BlueJam Arts has been working with a dozen young people from James Rennie Special School over several weeks. The aim of this programme is to explore how accessible tuned percussion Gamelan instruments are to people with learning differences and how they can be used to build self-confidence, creative and leadership skills.
Our partner in the programme is The Heathlands Project, a day centre for adults with learning differences, and where our gamelan orchestra is housed.
Our Gamajam programme with the young people of James Rennie Special School has a number of aims:
· To build musical confidence and leadership skills in young people
· To introduce them to the Heathlands Centre as an out-of-school and post-school option
· To achieve an Arts Award at Explore level
Phase one of the programme took place at the Heathlands Centre. During 9 weeks of the autumn term 2016, a dozen young people aged 17 and 18 spent a morning once a week at Heathlands. They were introduced to the instruments of the gamelan orchestra and learnt how to play simple rhythms. In the tenth week we held celebration performance at James Rennie School.

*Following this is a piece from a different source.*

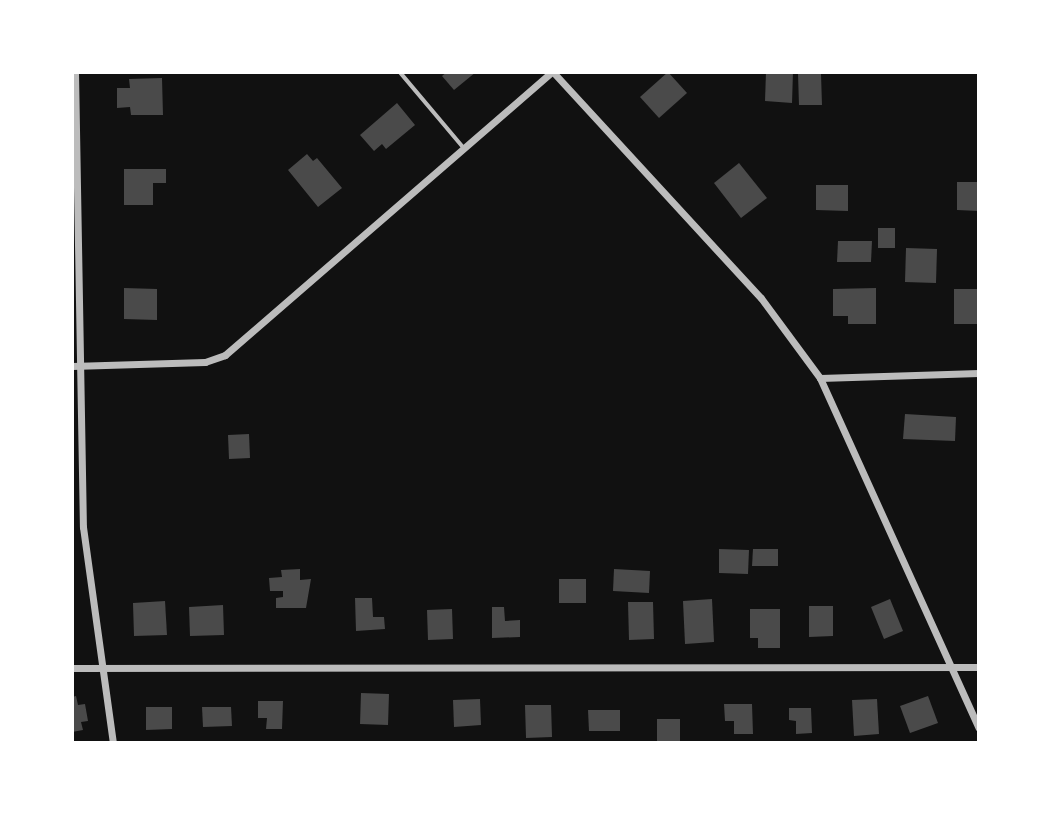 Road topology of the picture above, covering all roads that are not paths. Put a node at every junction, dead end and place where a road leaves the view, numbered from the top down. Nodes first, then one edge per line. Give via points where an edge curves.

Phase two of our programme took place at James Rennie School with the aim of:
- Developing leadership skills of the post 16 group, both as mentors and music leaders
- Developing practitioners professional and mentoring skills
In phase two, the same group of students who had taken part in phase one, spent a full week with nine younger KS3 players, acting as personal mentors and introducing these pupils to the gamelan orchestra. Two practitioners facilitated this week; one knowledgeable of working with special needs but less familiar with the gamelan and the other, skilled at working with groups and music but less experienced with working with special needs. Thus we had a mentoring and learning situation for our practitioners.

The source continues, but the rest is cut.